まるで誘惑するかのように大きな乳房を厭らしく揺らす自分の姿が、彼女の瞳に映し出されていて。
それを見た瞬間、女の服を着ても恥ずかしそうにしていない自分を見た瞬間、自信ありげに新衣装をルナに見せびらかす自分の姿を見た瞬間、俺は気づいてしまく。
否、気づかされてしまう。
ドレスを着ている事に対して嫌悪感どころか違和感さえ抱いていない事実を。
「……っ! ……っ!」
頬の温度が急上昇してしまう。
黒いドレスを着た肢体を惜しみなく晒す自分の姿に気づいて、俺は顔を真っ赤に染めてしまう。

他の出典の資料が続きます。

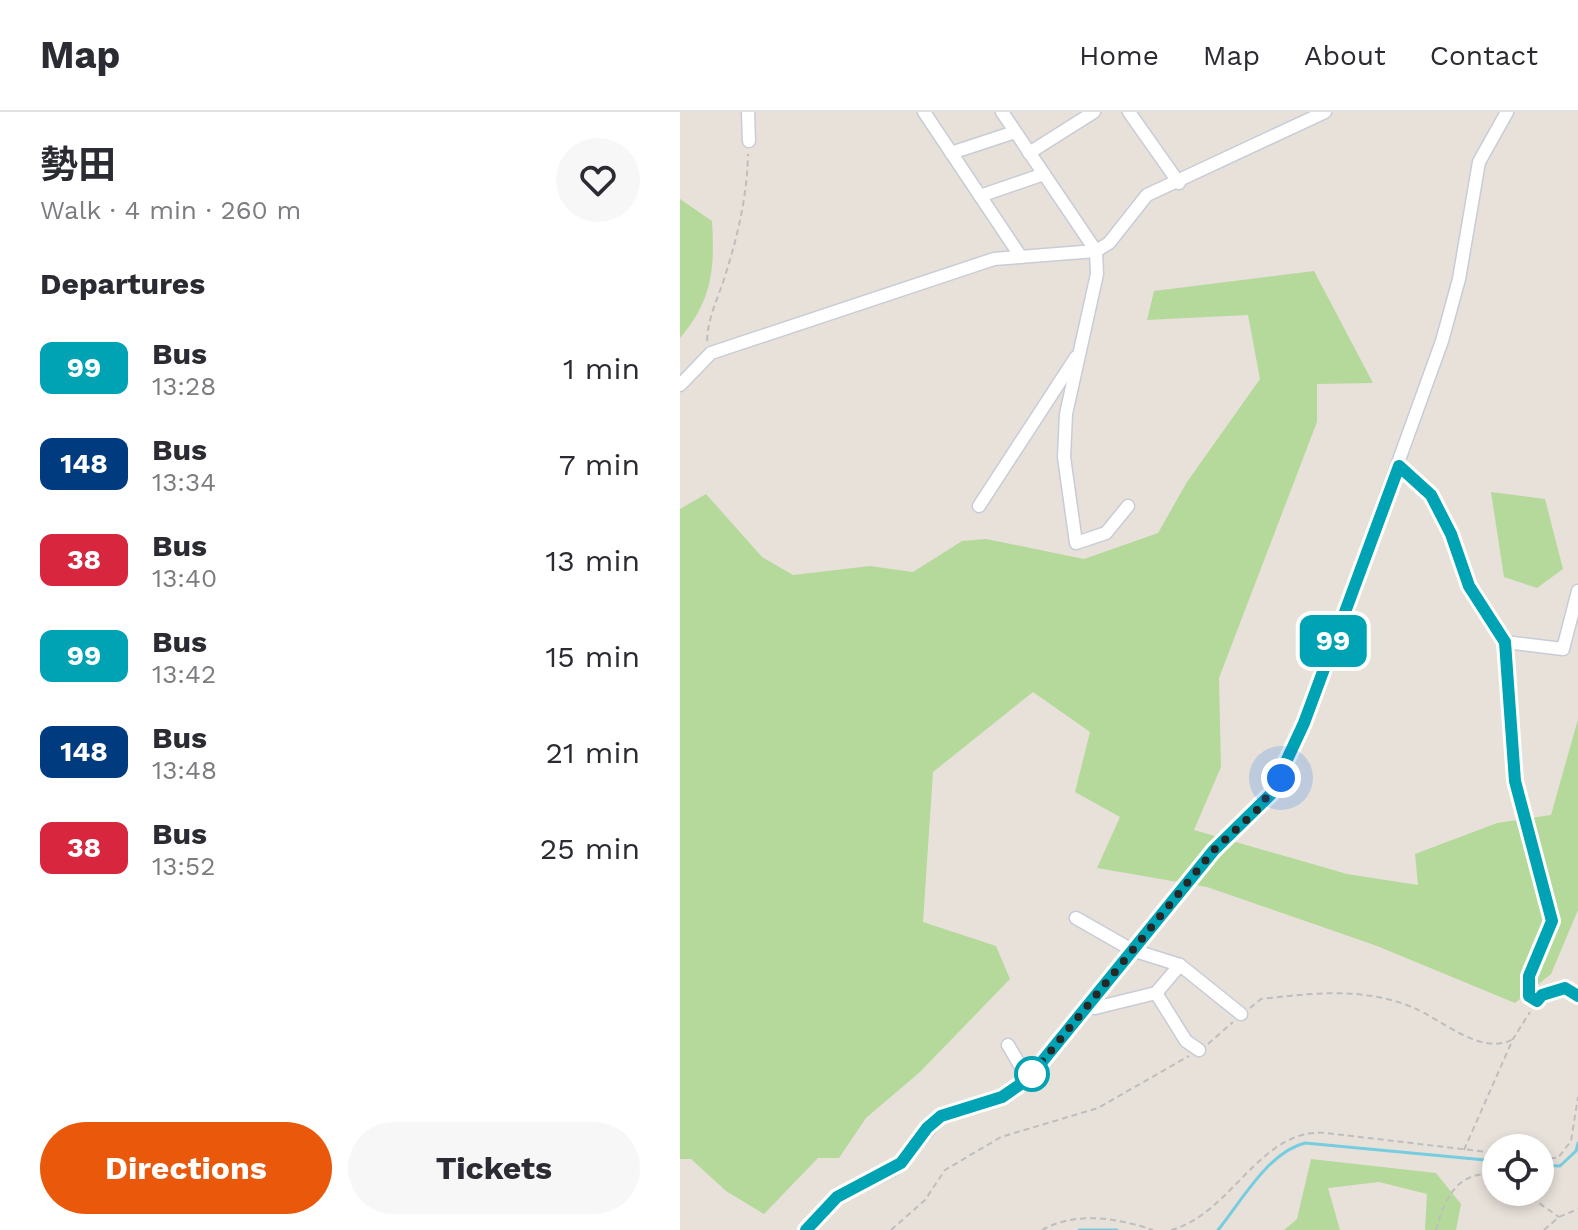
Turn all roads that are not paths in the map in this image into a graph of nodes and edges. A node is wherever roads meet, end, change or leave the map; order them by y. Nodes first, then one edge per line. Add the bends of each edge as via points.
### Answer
1 (748, 112) edge
2 (924, 112) edge
3 (1002, 112) edge
4 (1094, 112) edge
5 (1129, 112) edge
6 (1325, 112) edge
7 (1507, 112) edge
8 (1015, 132) junction
9 (749, 141) road end
10 (951, 153) junction
11 (1029, 153) junction
12 (1044, 174) junction
13 (1179, 183) junction
14 (980, 196) junction
15 (1096, 251) junction
16 (1021, 257) junction
17 (1080, 351) junction
18 (680, 385) edge
19 (1399, 466) junction
20 (979, 506) dead end
21 (1128, 506) dead end
22 (1578, 591) edge
23 (1505, 642) junction
24 (1076, 918) dead end
25 (1132, 950) junction
26 (1180, 965) junction
27 (1156, 993) junction
28 (1578, 996) edge
29 (1088, 1006) junction
30 (1241, 1014) road end
31 (1008, 1045) dead end
32 (1199, 1050) road end
33 (1028, 1079) junction
34 (806, 1230) edge

1 - 9 street
2 - 10 street
3 - 8 street
4 - 11 street
5 - 13 street
6 - 13 street
7 - 19 street via 1479,162 1459,279
8 - 10 street
8 - 11 street
10 - 14 street
11 - 12 street
12 - 14 street
12 - 15 street
13 - 15 street via 1147,195 1109,243
14 - 16 street
15 - 16 street
15 - 17 street via 1097,274
16 - 18 street via 994,259 711,353
17 - 20 street
17 - 21 street via 1066,414 1064,457 1076,543 1106,533
19 - 23 street via 1431,495 1469,586
19 - 25 street via 1281,778
22 - 23 street via 1563,649
23 - 28 street via 1515,781 1552,921 1527,986 1529,996 1537,1001 1558,988
24 - 25 street
25 - 26 street
25 - 29 street
26 - 27 street
26 - 30 street
27 - 29 street
27 - 32 street via 1186,1041
29 - 33 street
31 - 33 street
33 - 34 street via 1002,1097 941,1116 901,1163 837,1197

女性服を身につけている事に抵抗感がなくなっている事を自覚し、俺は羞恥心を抱いてしまう。
やばい。
本当にやばい。
自覚していないだけで、俺、着実に内面も女になりつつある──!
「……ユウさん、もしかして、私が指摘するまで女性服着ているっていう自覚なかったんですか?」
「……っ! ……っ!」
反論しようとする。
だが、実際その通りだったので、反論しようがなかった。
「……ユウさん」
「やめろ……! そんな『着実にメスになっているなぁ、この人』みたいな目で俺を見るなぁ!」
「安心してください、ユウさん。私は近い将来大魔女になる女。たとえユウさんが身も心もメスになろうが、私はアナタの事を愛し続けると此処に宣言いたします!」
「宣言するなっ! 俺は絶対男に戻るからなっ! ティンティン取り戻すからな!」
「安心してください。私はユウさんが女装に目覚めようが、愛し続ける自信があります!」
「今すぐ捨てろよ、そんな自信っ! 女装にハマるとか、未来永劫ないから!」
そう言って、真っ赤になった顔を両腕で隠しながら、俺はルナの言葉に反論する。
「えー、本当ですかぁ? 本心ではちょーっと女の子の服っていいよねみたいな事を思って……」
「ないっ!」
「でも、素質はあると思いますよ。何だかんだ女性服を着続けている訳ですし。本当に嫌だったら、そもそも着ませんですし」
「いや、これは防御力が高いから……! 今の俺は女だから、女性用の装備しかできないから……!」
「もう男に戻るの諦めて、女のままでいましょうよ。勿体無いですよ、今のユウさん、ナイスバディな上に美人さんですから」
「いーや、俺は男に戻るっ! そして、愛しの息子を取り戻すっ!」
そう言って、俺は拳を天に向けて突きつけ、宣言する。
そんな俺にルナは生暖かい視線を浴びせ続けた。